Thank you for your responses.
The Lisp Curse essay has been eye-opening.
I always considered it positive for a programming language when library development was simple and similar to the application development. Now, I see that it makes consensus much harder.
I’m not very familiar with Pandas, but AFAIK you can achieve the same thing without multi-indexes using subsetting or split-apply-combine operations.
You certainly can achieve this in many different ways.

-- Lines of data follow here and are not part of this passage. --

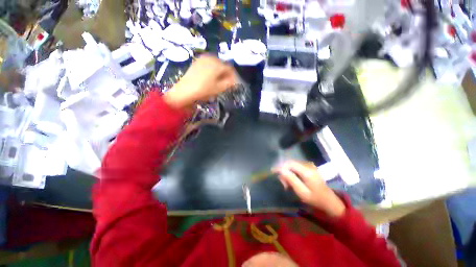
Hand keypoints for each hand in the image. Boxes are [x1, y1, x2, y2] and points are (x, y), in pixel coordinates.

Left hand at [164, 55, 236, 108]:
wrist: (184, 91)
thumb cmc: (204, 90)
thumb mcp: (219, 88)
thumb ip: (229, 83)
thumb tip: (235, 81)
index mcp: (217, 64)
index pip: (230, 68)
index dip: (234, 76)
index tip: (234, 84)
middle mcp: (211, 58)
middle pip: (223, 65)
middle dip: (227, 74)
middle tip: (227, 83)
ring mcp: (203, 59)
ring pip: (216, 64)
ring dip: (220, 72)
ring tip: (220, 82)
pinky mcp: (197, 62)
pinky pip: (209, 64)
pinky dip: (213, 70)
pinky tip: (211, 78)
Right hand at [274, 161, 345, 217]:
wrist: (330, 202)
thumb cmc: (316, 199)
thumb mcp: (302, 192)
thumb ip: (291, 179)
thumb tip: (280, 170)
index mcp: (307, 171)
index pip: (290, 163)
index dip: (280, 166)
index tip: (273, 172)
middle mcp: (308, 165)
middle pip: (290, 163)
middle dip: (284, 171)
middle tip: (284, 184)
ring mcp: (310, 166)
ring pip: (292, 165)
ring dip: (288, 173)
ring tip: (288, 184)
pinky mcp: (310, 168)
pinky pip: (296, 167)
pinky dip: (292, 173)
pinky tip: (293, 181)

If you store as follows, you can add and subtract columns, completely ignoring the symbols.
symbol | seqnum | open | close
AAPL | 1 | 1 | 2
AAPL | 2 | 3 | 4
MSFT | 1 | 10 | 11
MSFT | 2 | 12 | 13
....
df['close'].max() # would require some grouping first but should not be too cumbersome
df['range'] = df['close'] - df['open'] # should just do the right thing
Can’t really decide whether I find this “good enough” right now.
Is there an overview on what’s happening in this domain right now?
I’m aware of:
- NamedArray
- AxisArray
- IndexedTable or the entire JuliaDB framework
- DataFrames.jl
- KeyedFrames (thank you @piever)
Interfaces that aim to translate between different implementions appear to be:
What’s the best way to find out how these implementations compare? Has someone written a meta-review of some sort?
Who are all the Julia_ companies behind these projects? JuliaComputing is the main driver behind Julia, right?
Are JuliaData and JuliaArrays different companies, subdivisions of JuliaComputing or “casual” groups of people that happen to be interested in this topic?